Assigned task: Nothing but the pictures is dropped; write out all the remaining data below exactly.

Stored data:
______
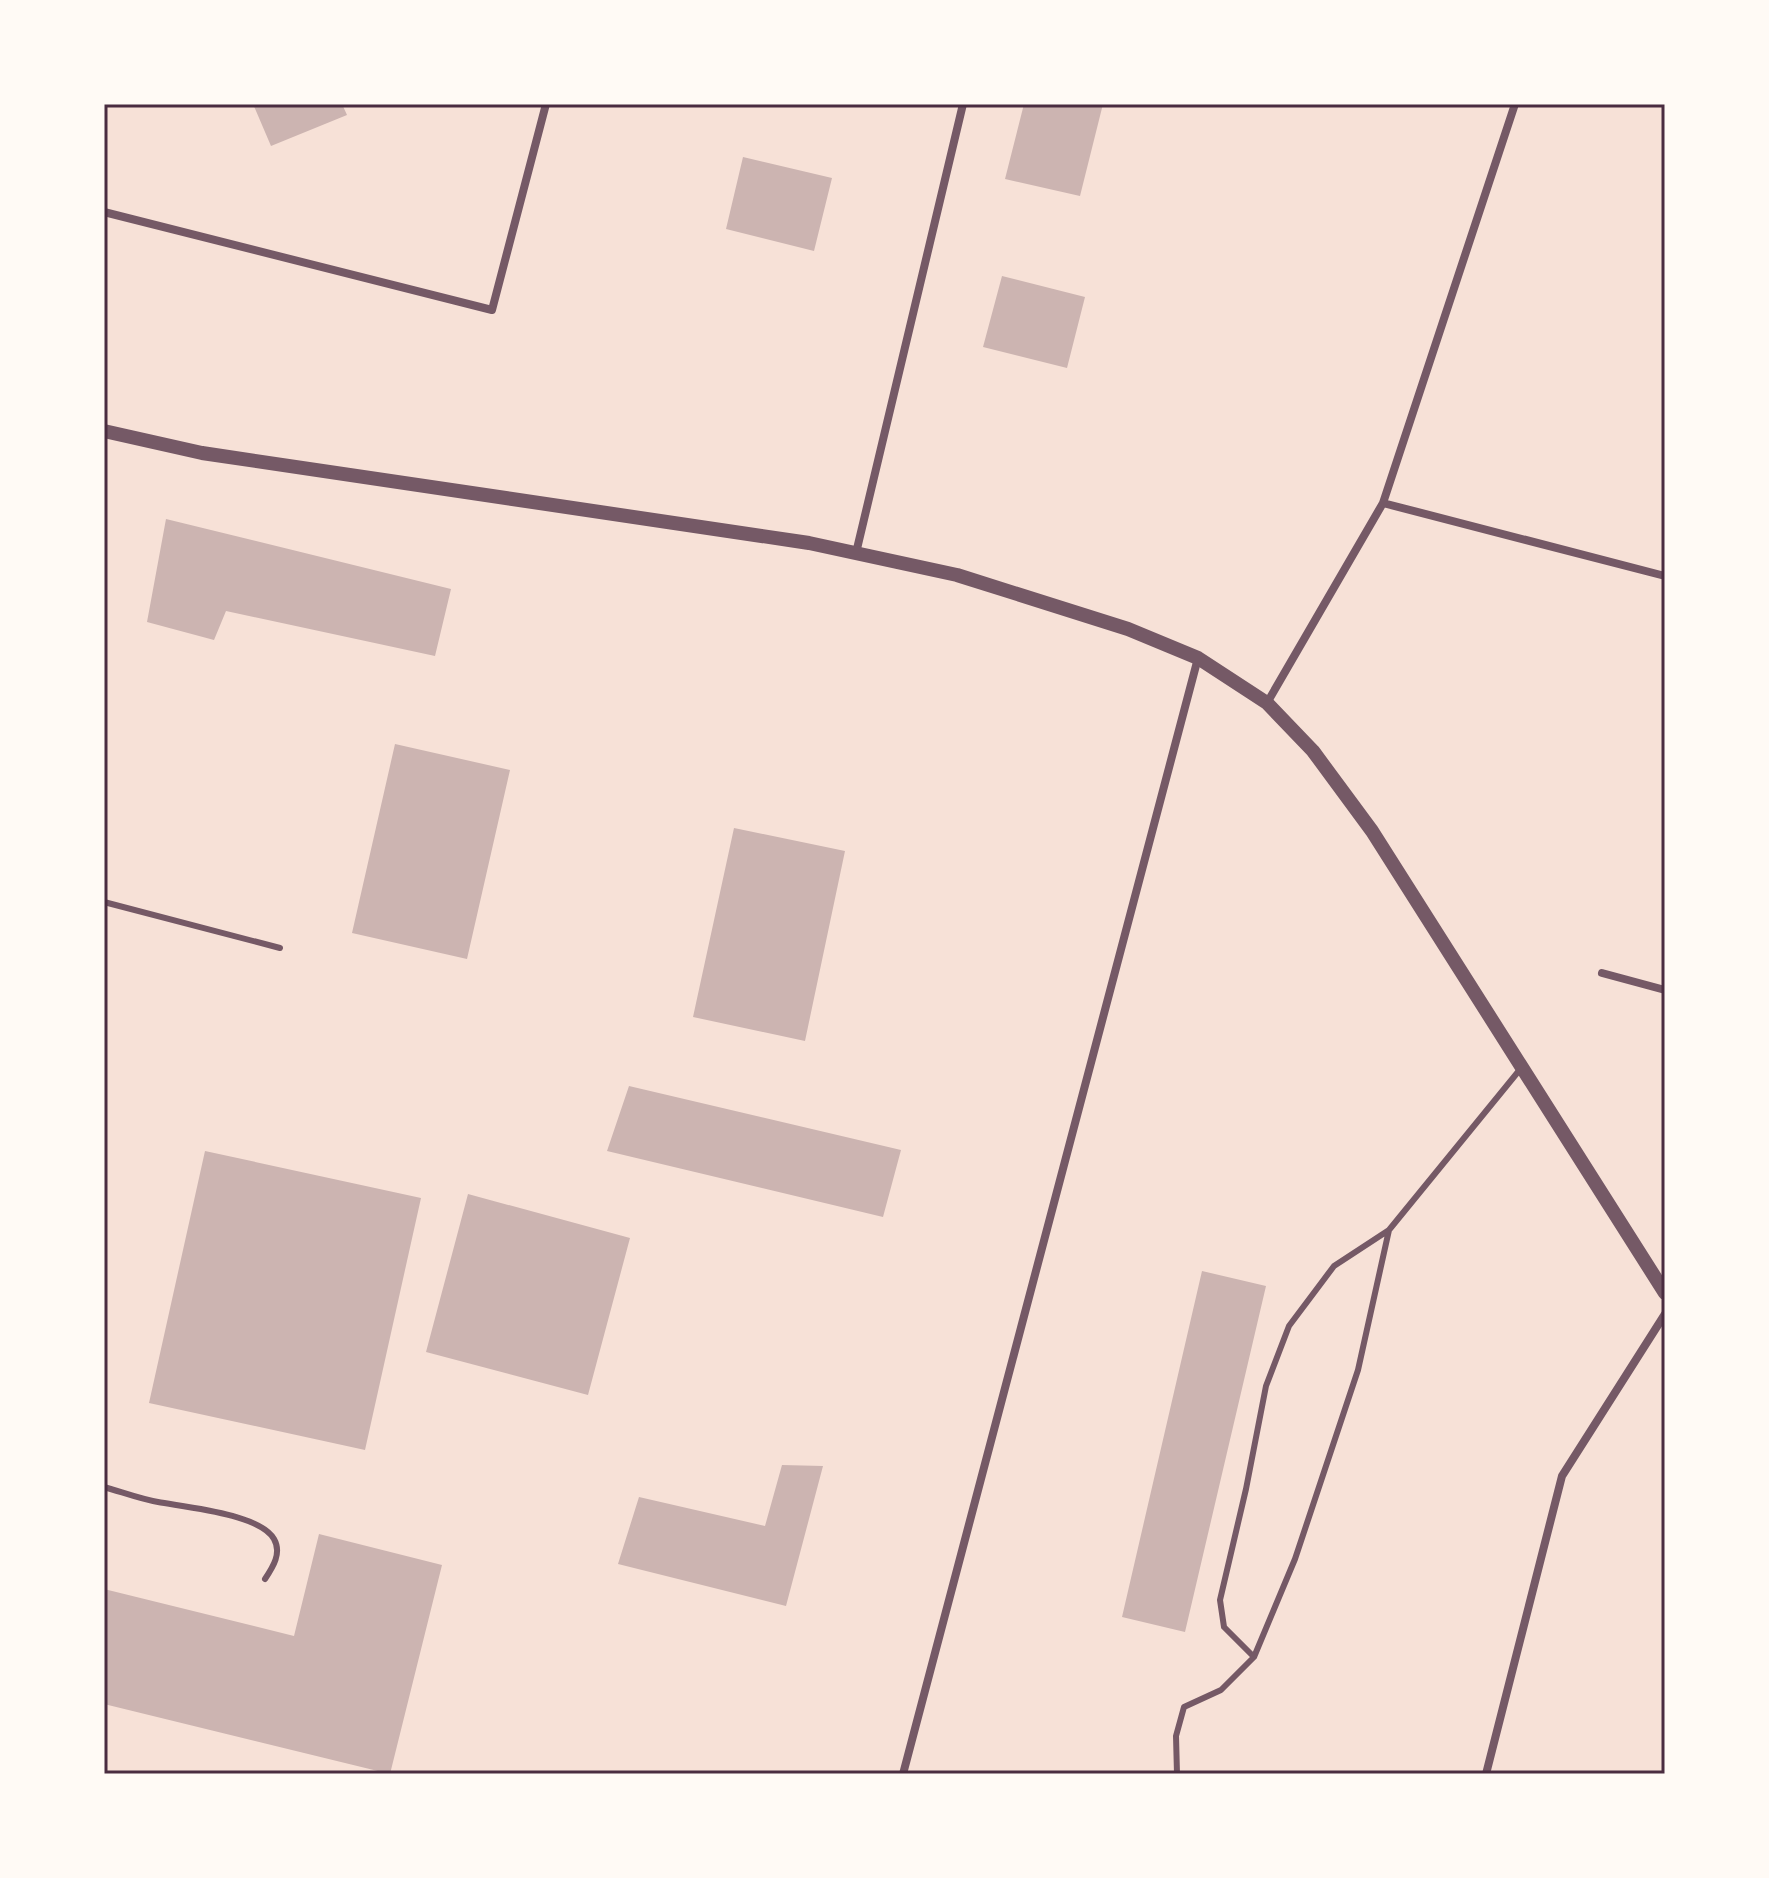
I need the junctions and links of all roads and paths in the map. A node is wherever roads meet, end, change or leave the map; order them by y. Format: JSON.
{"nodes":[{"id":1,"x":546,"y":104,"type":"edge"},
{"id":2,"x":963,"y":104,"type":"edge"},
{"id":3,"x":1515,"y":104,"type":"edge"},
{"id":4,"x":104,"y":212,"type":"edge"},
{"id":5,"x":104,"y":431,"type":"edge"},
{"id":6,"x":1383,"y":503,"type":"junction"},
{"id":7,"x":856,"y":553,"type":"junction"},
{"id":8,"x":1665,"y":576,"type":"edge"},
{"id":9,"x":1198,"y":658,"type":"junction"},
{"id":10,"x":1267,"y":703,"type":"junction"},
{"id":11,"x":104,"y":902,"type":"edge"},
{"id":12,"x":280,"y":948,"type":"dead end"},
{"id":13,"x":1602,"y":973,"type":"dead end"},
{"id":14,"x":1665,"y":990,"type":"edge"},
{"id":15,"x":1522,"y":1067,"type":"junction"},
{"id":16,"x":1389,"y":1230,"type":"junction"},
{"id":17,"x":1665,"y":1293,"type":"edge"},
{"id":18,"x":1665,"y":1314,"type":"edge"},
{"id":19,"x":104,"y":1487,"type":"edge"},
{"id":20,"x":265,"y":1579,"type":"dead end"},
{"id":21,"x":1254,"y":1657,"type":"junction"},
{"id":22,"x":903,"y":1774,"type":"edge"},
{"id":23,"x":1177,"y":1774,"type":"edge"},
{"id":24,"x":1486,"y":1774,"type":"edge"}],
"edges":[{"from":1,"to":4,"type":"street"},
{"from":2,"to":7,"type":"street"},
{"from":3,"to":6,"type":"street"},
{"from":5,"to":7,"type":"street"},
{"from":6,"to":8,"type":"street"},
{"from":6,"to":10,"type":"street"},
{"from":7,"to":9,"type":"street"},
{"from":9,"to":10,"type":"street"},
{"from":9,"to":22,"type":"street"},
{"from":10,"to":15,"type":"street"},
{"from":11,"to":12,"type":"lane"},
{"from":13,"to":14,"type":"street"},
{"from":15,"to":16,"type":"lane"},
{"from":15,"to":17,"type":"street"},
{"from":16,"to":21,"type":"lane"},
{"from":16,"to":21,"type":"lane"},
{"from":18,"to":24,"type":"street"},
{"from":19,"to":20,"type":"lane"},
{"from":21,"to":23,"type":"lane"}]}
______
The answer:
I need the junctions and links of all roads and paths in the map. A node is wherever roads meet, end, change or leave the map; order them by y. Format: JSON.
{"nodes":[{"id":1,"x":546,"y":104,"type":"edge"},
{"id":2,"x":963,"y":104,"type":"edge"},
{"id":3,"x":1515,"y":104,"type":"edge"},
{"id":4,"x":104,"y":212,"type":"edge"},
{"id":5,"x":104,"y":431,"type":"edge"},
{"id":6,"x":1383,"y":503,"type":"junction"},
{"id":7,"x":856,"y":553,"type":"junction"},
{"id":8,"x":1665,"y":576,"type":"edge"},
{"id":9,"x":1198,"y":658,"type":"junction"},
{"id":10,"x":1267,"y":703,"type":"junction"},
{"id":11,"x":104,"y":902,"type":"edge"},
{"id":12,"x":280,"y":948,"type":"dead end"},
{"id":13,"x":1602,"y":973,"type":"dead end"},
{"id":14,"x":1665,"y":990,"type":"edge"},
{"id":15,"x":1522,"y":1067,"type":"junction"},
{"id":16,"x":1389,"y":1230,"type":"junction"},
{"id":17,"x":1665,"y":1293,"type":"edge"},
{"id":18,"x":1665,"y":1314,"type":"edge"},
{"id":19,"x":104,"y":1487,"type":"edge"},
{"id":20,"x":265,"y":1579,"type":"dead end"},
{"id":21,"x":1254,"y":1657,"type":"junction"},
{"id":22,"x":903,"y":1774,"type":"edge"},
{"id":23,"x":1177,"y":1774,"type":"edge"},
{"id":24,"x":1486,"y":1774,"type":"edge"}],
"edges":[{"from":1,"to":4,"type":"street"},
{"from":2,"to":7,"type":"street"},
{"from":3,"to":6,"type":"street"},
{"from":5,"to":7,"type":"street"},
{"from":6,"to":8,"type":"street"},
{"from":6,"to":10,"type":"street"},
{"from":7,"to":9,"type":"street"},
{"from":9,"to":10,"type":"street"},
{"from":9,"to":22,"type":"street"},
{"from":10,"to":15,"type":"street"},
{"from":11,"to":12,"type":"lane"},
{"from":13,"to":14,"type":"street"},
{"from":15,"to":16,"type":"lane"},
{"from":15,"to":17,"type":"street"},
{"from":16,"to":21,"type":"lane"},
{"from":16,"to":21,"type":"lane"},
{"from":18,"to":24,"type":"street"},
{"from":19,"to":20,"type":"lane"},
{"from":21,"to":23,"type":"lane"}]}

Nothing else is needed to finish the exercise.